Pretender ser uma mente “neutra”, partindo-se do zero é pura prepotência e soberba, além de ser uma conclusão estúpida e enganosa em si mesma. Não tenho problemas em assumir o que sou, e o que tenho sido é fruto da ação de Deus através da instrumentalização do corpo de Cristo, capacitado pelo próprio Deus a auxiliar os membros no conhecimento e entendimento da verdade. Isto não quer dizer perfeição nem infalibilidade, mas um processo lento em que, mesmo na imperfeição e vivendo com a natureza pecaminosa, o Senhor vai-me afastando cada vez mais de mim, e me colocando cada vez mais próximo de Cristo. E, de forma alguma, ninguém pode dizer que o conhecimento adquirido ou a ignorância cultivada é fruto exclusivamente de si mesmo. Mas esta é apenas uma introdução, não o assunto deste texto.

Dito isso, abordarei mais um tema do qual não domino, mas tenho o entendimento suficiente para considerá-lo verdadeiro: o pressuposicionalismo bíblico.

Interessante que alheio à metodologia humanista de se avaliar e colocar o texto bíblico à prova da razão e da ciência, as pressuposições interpretativas serão a base para a exegese; ou seja, nenhum estudioso interpretará as Escrituras sem pressuposições, e a afirmação de que existe uma “neutralidade” no estudo não passará de uma grande farsa.

A questão é: ou se interpreta a Bíblia através das pressuposições sobrenaturais, ou a fazemos através das pressuposições racionalistas e liberais. Delas dependerá o caminho a ser tomado. O que significará utilizar de pressuposição interpretativa crente e ortodoxa ou incrédula e liberal.

Na verdade o incrédulo baseará o seu estudo a partir da incredulidade; enquanto o crente baseará o seu estudo a partir da crença bíblica.

Defender uma isenção ou neutralidade é sempre uma forma de engano, de se auto-enganar, tendo-se em vista a impossibilidade de interpretação a partir do nada, da neutralidade, pois, sem se partir de algum ponto específico é impossível se chegar a algum lugar.

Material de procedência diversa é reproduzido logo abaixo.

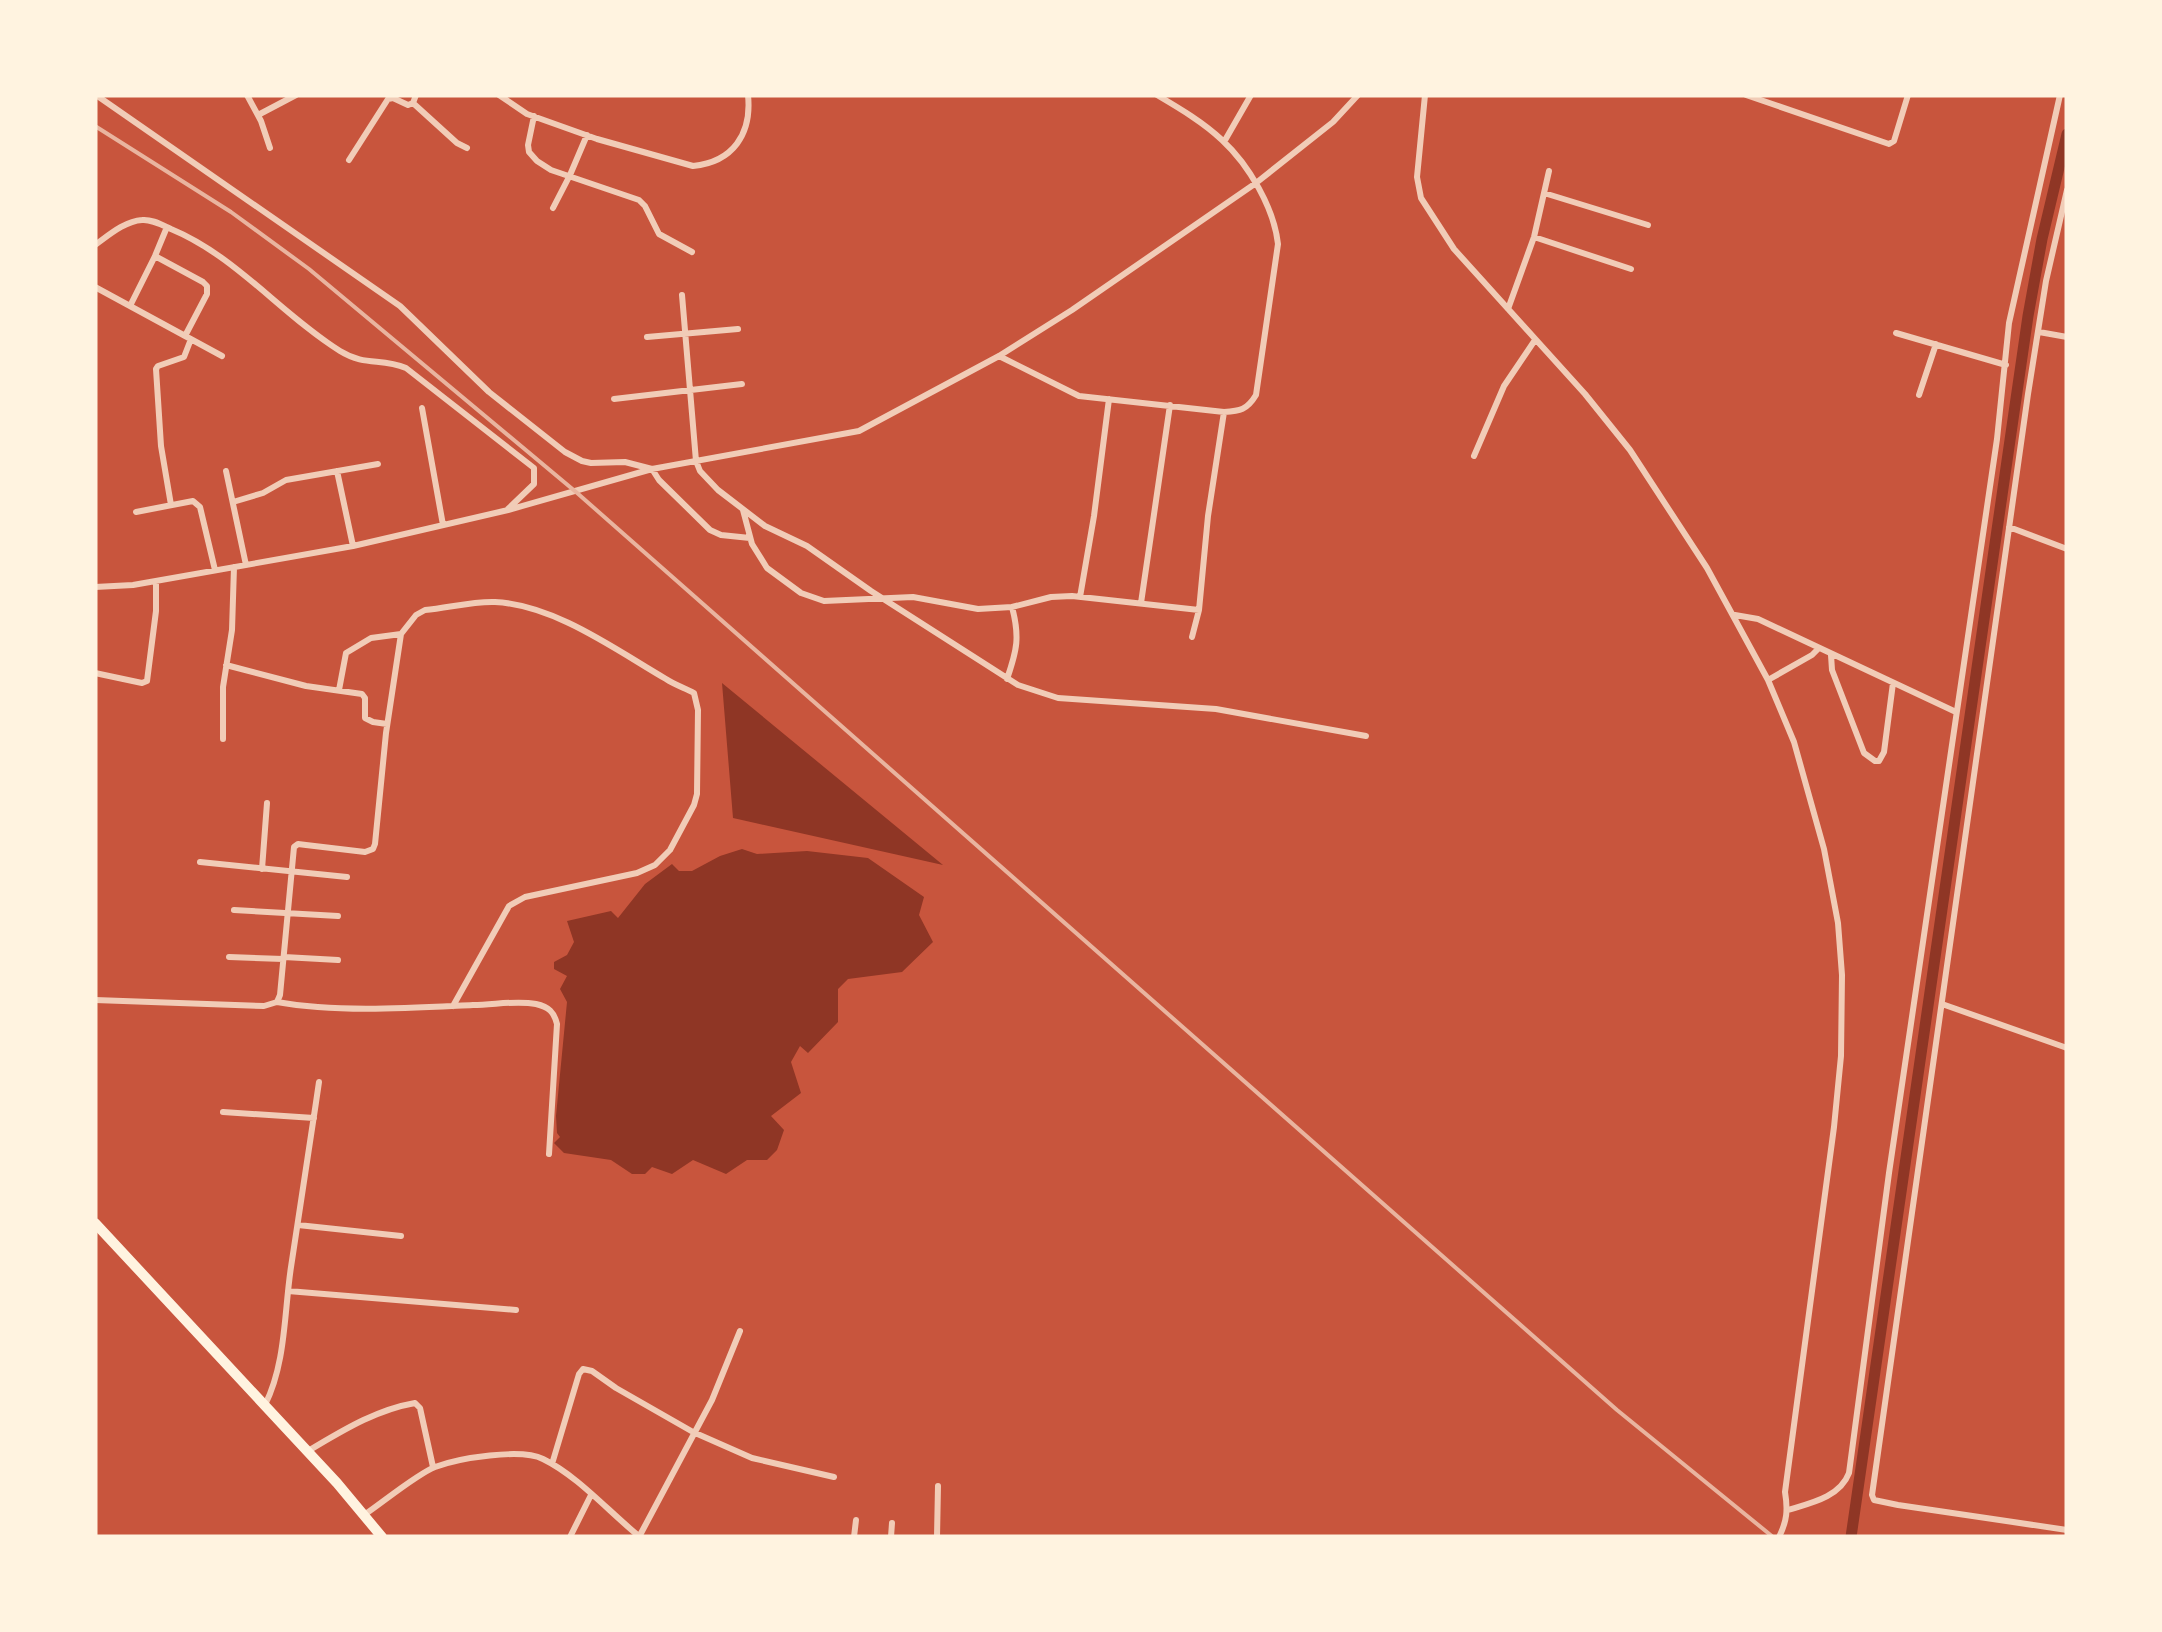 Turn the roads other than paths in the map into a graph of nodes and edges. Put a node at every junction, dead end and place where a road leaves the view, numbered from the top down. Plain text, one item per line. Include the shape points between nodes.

Porém, isso não quer dizer que as nossas crenças se sobreporão à Bíblia, que se chegará diante dela com tudo ajeitado, esperando apenas a confirmação, a qual implicará, muitas vezes, em conspurcação, em distorção do texto bíblico. Ao contrário a Escritura deve avaliar e validar se todas as nossas crenças estão, de fato, concordantes com a revelação proposicional de Deus. O incrédulo e liberal utilizará a sua fé não-sobrenatural e irracional, ancorado em falsas premissas, a deduzir que tudo deve partir e ser explicado pelo homem. Deus é simplesmente descartado do método, revelando o quanto o discurso racionalista não passa de um embuste irracional, tendencioso e desonesto de se interpretar a realidade escriturística.

Então podemos dizer que a interpretação bíblica estará respaldada pela fé, que estará sustentada por suposições ortodoxas. Temos, por assim dizer, um círculo vicioso, certo? Errado. Simplesmente porque assim como Deus pode ressuscitar um cadáver e soprar vida numa alma morta [o que os liberais terão uma infinidade de desculpas e justificativas no mínimo absurdas e estapafúrdias para não reconhecer a sobrenaturalidade bíblica e reafirmar a sua incredulidade], assim também Ele pode transformar nossas pressuposições. E isso acontece infalivelmente na regeneração, no novo-nascimento, quando o Espírito Santo reorientará as pressuposições do homem em relação à Bíblia. Já que o homem caído, o homem natural, encontra-se no estado de rebeldia contra Deus e a Sua palavra, sendo-lhe impossível concebê-la como a fidedigna revelação divina. Somente após o novo-nascimento ele estará em disposição intelectual para aceitá-la e sujeitar-se a ela pela renovação da mente, tornando-a semelhante à mente de Cristo.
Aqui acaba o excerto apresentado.